Types of Proximity Measures

Similarity

For document, sparse data

  • Jacard Similarity
  • Cosine Similarity

Dissimilarity

For continuous data

  • Correlation
  • Euclidean

Transformations

We should be careful; first study the problem and apply only if it is logical to complete the operation

Fixed Range \(\to [0, 1]\) \([0, \infty) \to [0, 1]\)
\(s' = \frac{s - s_\text{min}}{s_\text{max} - s_\text{min}}\) \(d' = \frac{d}{1+d}\)

Something

Attribute Type Dissimilarity Similarity
Nominal $\begin{cases} 0, & p=q \
1, &p \ne q \end{cases}$ \(\begin{cases} 1, & p=q \\ 0, &p \ne q \end{cases}\)
Ordinal \(\dfrac{\vert p-q \vert}{n-1}\)
Values mapped to integers: \([0, n-1]\), where \(n\) is the no of values
\(1- \dfrac{\vert p-q \vert}{n-1}\)
Interval/Ratio \(\vert p-q \vert\) \(-d\)
\(\dfrac{1}{1+d}\)
\(1 - \dfrac{d-d_\text{min}}{d_\text{max}-d_\text{min}}\)

Dissimilarity Matrix

Symmetric \(n \times n\) matrix, which stores a collection of dissimilarities for all pairs of \(n\) objects

  • \(d(2, 1) = d(1, 2)\)

It gives the distance from every object to every other object

Something

Example

Object
Identifier
Test 1 Tets 2 Test 3

Compute for test 2

1 2 3 4
1
2
3
4

Distance between data objects

Minkowski’s distance

Let

  • \(a, b\) be data objects
  • \(n\) be no of attributes
  • \(r\) be parameter

The distance between \(x,y\) is

\[ d(a, b) = \left( \sum_{k=1}^n \vert a_k - b_k \vert^r \right)^{\frac{1}{r}} \]
\(r\) Type of Distance \(d(x, y)\) Gives Magnitude of Distance Remarks
1 City block
Manhattan
Taxicab
\(L_1\) Norm
\(\sum_{k=1}^n \vert a_k - b_k \vert\) Distance along axes Maximum
2 Euclidean
\(L_2\) Norm
\(\sqrt{ \sum_{k=1}^n \vert a_k - b_k \vert^2 }\) Perpendicular Distance Shortest We need to standardize the data first
\(\infty\) Chebychev
Supremum
\(L_{\max}\) norm
\(L_\infty\) norm
\(\max (\vert x_k - y_k \vert )\) Medium
Makowski

Also, we have squared euclidean distance, which is used sometimes

\[ d(x, y) = \sum_{k=1}^n |a_k - b_k|^2 \]

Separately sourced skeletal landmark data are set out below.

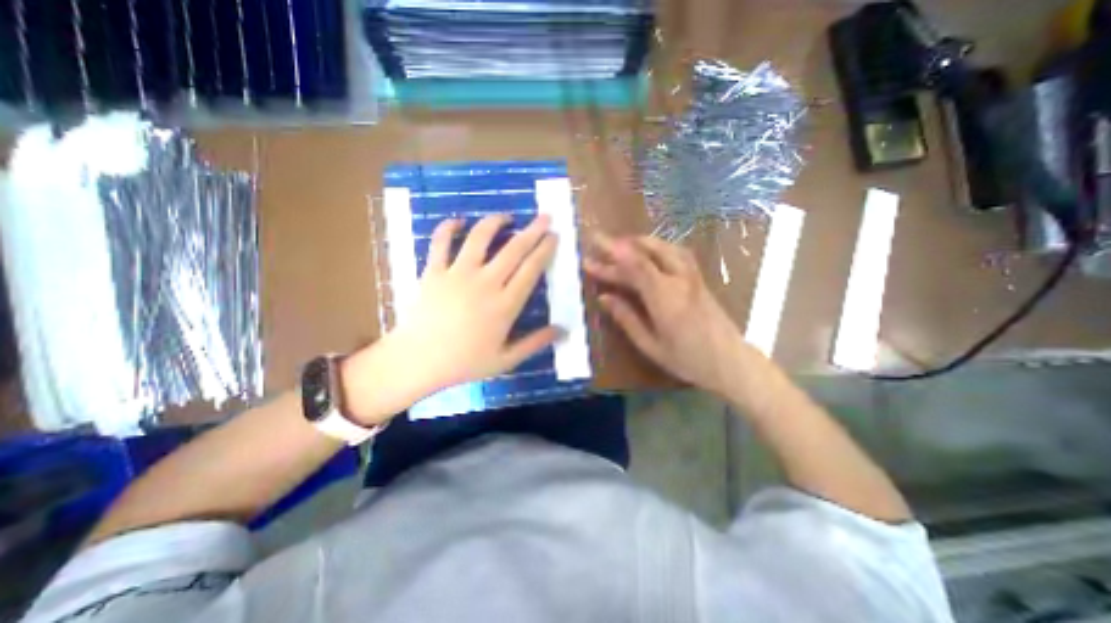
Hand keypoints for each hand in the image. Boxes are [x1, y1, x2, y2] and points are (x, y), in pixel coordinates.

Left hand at [344, 214, 560, 421]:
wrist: (417, 361)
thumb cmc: (464, 363)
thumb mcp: (506, 360)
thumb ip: (536, 343)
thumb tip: (564, 331)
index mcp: (505, 305)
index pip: (531, 269)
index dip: (545, 250)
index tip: (554, 236)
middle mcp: (485, 283)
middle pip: (514, 249)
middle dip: (533, 230)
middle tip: (544, 217)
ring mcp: (457, 274)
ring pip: (479, 238)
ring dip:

Properties of Distance Metrics

Property Meaning
Non-negativity \(d(a, b) = 0\)
Symmetry \(d(a, b) = d(b, a)\)
Triangular inequality \(d(a, c) \le d(a, b) + d(b, c)\)

Similarity between Binary Vector

\(M_{00}\) shows how often do they come together; \(p, q\) do not have 11 in the same attribute

Simple Matching Coefficient

\[ \text{SMC}(p, q) = \frac{ M_{00} + M_{11} (\text{Total no of matches}) }{ \text{Number of attributes} } \]

Jaccard Coefficient

We ignore the similarities of \(M_{00}\)

\[ \text{JC}(p, q) = \frac{M_{11}}{M_{11} + M_{01} + M_{10}} \]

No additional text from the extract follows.